#### [Problem description]
Please copy every line with the string "Mello" from the entries below.

(Collected data)

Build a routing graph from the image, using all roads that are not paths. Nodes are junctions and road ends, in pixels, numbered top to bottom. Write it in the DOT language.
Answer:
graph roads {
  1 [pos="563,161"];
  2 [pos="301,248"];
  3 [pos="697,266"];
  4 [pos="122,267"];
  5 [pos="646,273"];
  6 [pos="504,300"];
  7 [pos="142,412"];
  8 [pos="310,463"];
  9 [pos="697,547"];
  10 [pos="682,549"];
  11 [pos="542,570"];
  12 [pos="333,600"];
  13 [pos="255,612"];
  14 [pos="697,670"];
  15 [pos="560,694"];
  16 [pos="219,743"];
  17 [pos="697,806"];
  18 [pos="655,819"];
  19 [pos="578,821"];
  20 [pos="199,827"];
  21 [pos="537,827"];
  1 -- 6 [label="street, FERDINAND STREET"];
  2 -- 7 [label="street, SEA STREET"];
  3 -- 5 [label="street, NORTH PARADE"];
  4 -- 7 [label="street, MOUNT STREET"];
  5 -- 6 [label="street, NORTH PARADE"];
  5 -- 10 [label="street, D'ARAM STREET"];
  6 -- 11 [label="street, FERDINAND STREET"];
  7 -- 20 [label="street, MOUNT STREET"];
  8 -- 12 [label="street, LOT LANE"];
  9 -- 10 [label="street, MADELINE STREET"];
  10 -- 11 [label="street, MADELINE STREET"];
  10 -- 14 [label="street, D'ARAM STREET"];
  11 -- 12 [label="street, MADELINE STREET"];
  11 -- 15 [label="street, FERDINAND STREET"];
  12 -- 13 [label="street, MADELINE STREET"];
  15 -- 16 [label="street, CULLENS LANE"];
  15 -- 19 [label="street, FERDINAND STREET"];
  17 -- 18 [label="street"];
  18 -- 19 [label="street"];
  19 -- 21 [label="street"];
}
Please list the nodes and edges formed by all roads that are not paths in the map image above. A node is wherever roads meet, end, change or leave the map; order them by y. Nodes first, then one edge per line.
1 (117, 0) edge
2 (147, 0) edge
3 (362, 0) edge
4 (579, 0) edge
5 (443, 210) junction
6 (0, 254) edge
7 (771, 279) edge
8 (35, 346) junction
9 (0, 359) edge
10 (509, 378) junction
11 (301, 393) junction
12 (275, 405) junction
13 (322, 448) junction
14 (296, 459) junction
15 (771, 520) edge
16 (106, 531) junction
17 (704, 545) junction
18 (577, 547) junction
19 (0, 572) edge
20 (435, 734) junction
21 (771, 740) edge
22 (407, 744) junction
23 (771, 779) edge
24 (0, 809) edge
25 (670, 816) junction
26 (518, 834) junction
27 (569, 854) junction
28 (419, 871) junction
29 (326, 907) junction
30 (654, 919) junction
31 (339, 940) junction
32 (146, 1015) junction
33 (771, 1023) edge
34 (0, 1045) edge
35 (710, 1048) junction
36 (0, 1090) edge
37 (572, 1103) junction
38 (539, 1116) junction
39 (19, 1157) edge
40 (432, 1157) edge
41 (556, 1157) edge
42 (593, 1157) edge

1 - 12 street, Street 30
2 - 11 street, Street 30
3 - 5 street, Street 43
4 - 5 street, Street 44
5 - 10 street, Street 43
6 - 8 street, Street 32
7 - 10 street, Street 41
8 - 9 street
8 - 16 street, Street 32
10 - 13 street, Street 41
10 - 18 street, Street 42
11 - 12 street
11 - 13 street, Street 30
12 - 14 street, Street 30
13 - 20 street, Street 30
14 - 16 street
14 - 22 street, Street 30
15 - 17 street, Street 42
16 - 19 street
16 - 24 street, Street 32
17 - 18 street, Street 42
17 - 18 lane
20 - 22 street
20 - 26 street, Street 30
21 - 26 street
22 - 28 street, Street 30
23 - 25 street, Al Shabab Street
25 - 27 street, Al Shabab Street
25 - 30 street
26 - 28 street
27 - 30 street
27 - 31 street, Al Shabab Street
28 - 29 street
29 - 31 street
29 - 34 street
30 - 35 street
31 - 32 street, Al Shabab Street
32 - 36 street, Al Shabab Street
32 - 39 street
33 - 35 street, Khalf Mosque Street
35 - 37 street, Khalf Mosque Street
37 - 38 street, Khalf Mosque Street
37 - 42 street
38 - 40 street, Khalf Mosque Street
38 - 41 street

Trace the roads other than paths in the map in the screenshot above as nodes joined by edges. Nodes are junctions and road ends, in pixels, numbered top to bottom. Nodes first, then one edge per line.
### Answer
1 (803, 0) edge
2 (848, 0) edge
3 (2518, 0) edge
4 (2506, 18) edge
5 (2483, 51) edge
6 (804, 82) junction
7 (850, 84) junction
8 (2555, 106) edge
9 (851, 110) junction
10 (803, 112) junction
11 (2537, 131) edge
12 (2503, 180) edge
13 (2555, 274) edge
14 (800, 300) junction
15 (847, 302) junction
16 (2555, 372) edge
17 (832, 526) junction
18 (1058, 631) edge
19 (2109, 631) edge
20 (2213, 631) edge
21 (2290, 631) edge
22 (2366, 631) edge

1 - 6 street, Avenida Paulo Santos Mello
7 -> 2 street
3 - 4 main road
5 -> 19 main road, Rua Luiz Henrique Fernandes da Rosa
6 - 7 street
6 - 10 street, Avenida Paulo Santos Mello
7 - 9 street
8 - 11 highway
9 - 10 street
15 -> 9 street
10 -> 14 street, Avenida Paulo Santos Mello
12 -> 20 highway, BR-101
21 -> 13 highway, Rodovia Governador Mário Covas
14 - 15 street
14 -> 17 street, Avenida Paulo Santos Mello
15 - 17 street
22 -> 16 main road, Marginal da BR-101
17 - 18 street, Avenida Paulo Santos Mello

#### [Expected output]
1 - 6 street, Avenida Paulo Santos Mello
6 - 10 street, Avenida Paulo Santos Mello
10 -> 14 street, Avenida Paulo Santos Mello
14 -> 17 street, Avenida Paulo Santos Mello
17 - 18 street, Avenida Paulo Santos Mello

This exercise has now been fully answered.